To monitor the progress of your harvest scroll down until you see the cell containing harvester.harvest(). Beneath it you should see a progress bar that tells you how many articles have been saved.

../../_images/trove-harvester-progress.png

Fig. 27.11 Monitor your harvest.#

Once the harvest is complete, the progress bar will turn green, and a link will appear to download all the harvested data as a zip file.

../../_images/trove-harvester-finished.png

Fig. 27.12 The harvest is finished!#

Understanding your data#

STOP! Save your data now!

Before you do anything else, click on the ‘Download results’ link to download the harvested data as a zip file. Save it with you other research data and make sure it’s properly backed up. You might want to repeat this analysis sometime in the future, so it’s important to have access to the original data, especially given that Trove itself is changing all the time.

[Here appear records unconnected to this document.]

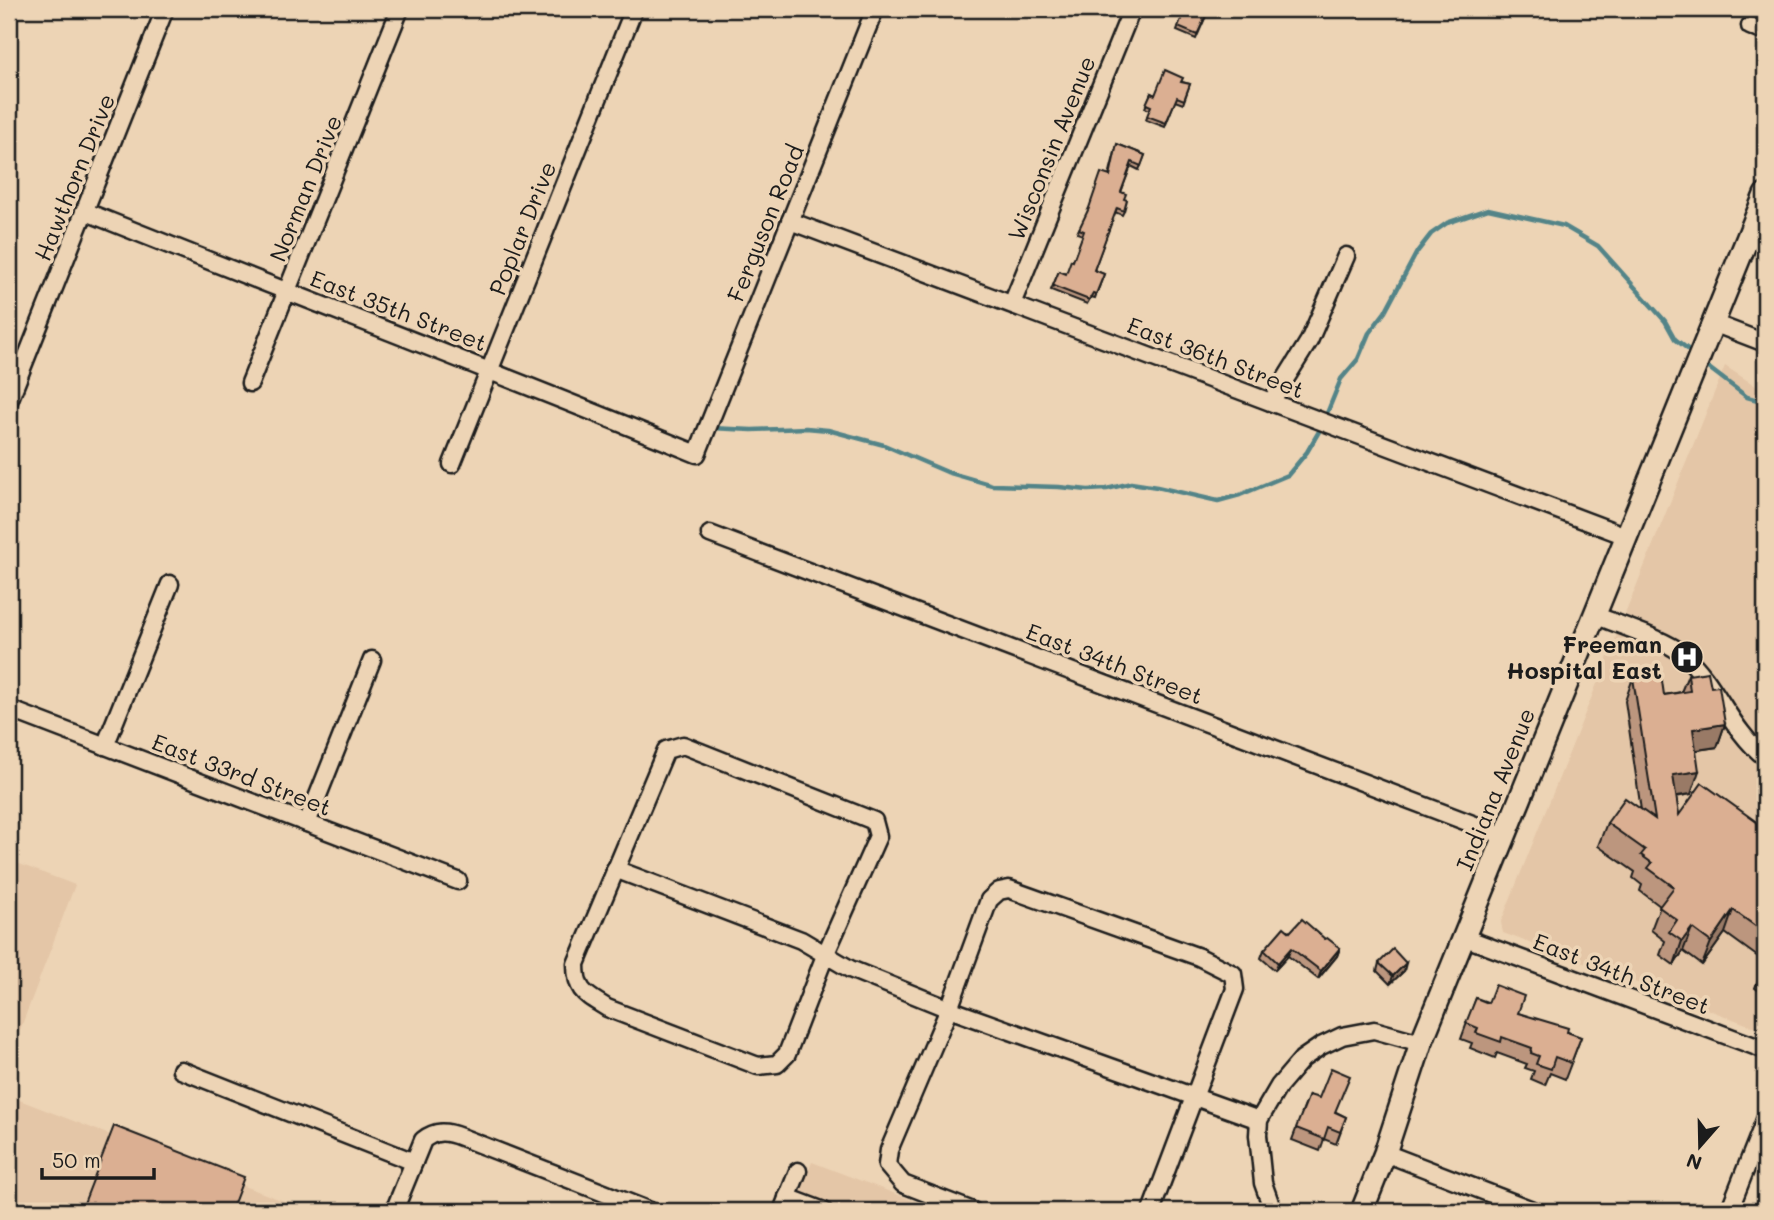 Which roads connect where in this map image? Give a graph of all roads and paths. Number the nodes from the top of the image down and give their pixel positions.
1 (165, 9) edge
2 (401, 9) edge
3 (634, 9) edge
4 (875, 9) edge
5 (1132, 9) edge
6 (1765, 195) edge
7 (84, 211) junction
8 (790, 222) junction
9 (1346, 256) dead end
10 (288, 293) junction
11 (1012, 304) junction
12 (1713, 323) junction
13 (1765, 344) edge
14 (490, 369) junction
15 (250, 383) dead end
16 (9, 401) edge
17 (1271, 402) junction
18 (697, 454) joint
19 (452, 464) dead end
20 (710, 534) dead end
21 (1626, 536) junction
22 (170, 584) dead end
23 (1594, 615) junction
24 (372, 660) dead end
25 (9, 709) edge
26 (105, 746) junction
27 (1765, 757) edge
28 (307, 823) junction
29 (1504, 836) junction
30 (615, 869) junction
31 (458, 881) dead end
32 (1463, 937) junction
33 (826, 953) junction
34 (949, 1009) junction
35 (1421, 1043) junction
36 (1765, 1050) edge
37 (181, 1070) dead end
38 (1195, 1097) junction
39 (1259, 1120) junction
40 (1765, 1120) edge
41 (1385, 1153) junction
42 (414, 1162) junction
43 (798, 1171) dead end
44 (785, 1204) edge
45 (394, 1211) edge
46 (650, 1211) edge
47 (824, 1211) edge
48 (973, 1211) edge
49 (1151, 1211) edge
50 (1273, 1211) edge
51 (1362, 1211) edge
52 (1535, 1211) edge
53 (1729, 1211) edge

1 - 7 street, Hawthorn Drive
2 - 10 street, Norman Drive
3 - 14 street, Poplar Drive
4 - 8 street, Ferguson Road
5 - 11 street, Wisconsin Avenue
6 - 12 street, Indiana Avenue
7 - 10 street, East 35th Street
7 - 16 street, Hawthorn Drive
8 - 11 street, East 36th Street
8 - 18 street, Ferguson Road
9 - 17 street
10 - 14 street, East 35th Street
10 - 15 street, Norman Drive
11 - 17 street, East 36th Street
12 - 13 street
12 - 21 street, Indiana Avenue
14 - 18 street, East 35th Street
14 - 19 street, Poplar Drive
17 - 21 street, East 36th Street
20 - 29 street, East 34th Street
21 - 23 street, Indiana Avenue
22 - 26 street
23 - 27 street
23 - 29 street, Indiana Avenue
24 - 28 street
25 - 26 street, East 33rd Street
26 - 28 street, East 33rd Street
28 - 31 street, East 33rd Street
29 - 32 street, Indiana Avenue
30 - 33 street
30 - 33 street
30 - 33 street
32 - 35 street, Indiana Avenue
32 - 36 street, East 34th Street
33 - 34 street
34 - 38 street
34 - 38 street
34 - 48 street
35 - 39 street
35 - 41 street, Indiana Avenue
37 - 42 street
38 - 39 street
38 - 49 street
39 - 50 street
40 - 53 street
41 - 51 street, Indiana Avenue
41 - 52 street
42 - 45 street
42 - 46 street
43 - 44 street
44 - 47 street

You can start exploring your harvested data in the Jupyter Lab interface. By default, the Harvester saves its outputs in the data directory. Double click on the data directory in the file browser to open it.

Individual harvests are named according to the date and time they were started. Within the data directory you should see a directory that starts with the current year, for example 20240527055711. Double click on the directory to open your harvest.

../../_images/trove-harvester-results.png

Fig. 27.13 Open the harvest directory to view the results.#

The harvest directory should contain three files and a directory.

  • harvester_config.json a file that captures the parameters used to launch the harvest

  • ro-crate-metadata.json a metadata file documenting the harvest in RO-Crate format

  • results.csv contains details of all the harvested articles in a plain text CSV (Comma Separated Values) file. You can open it with any spreadsheet program.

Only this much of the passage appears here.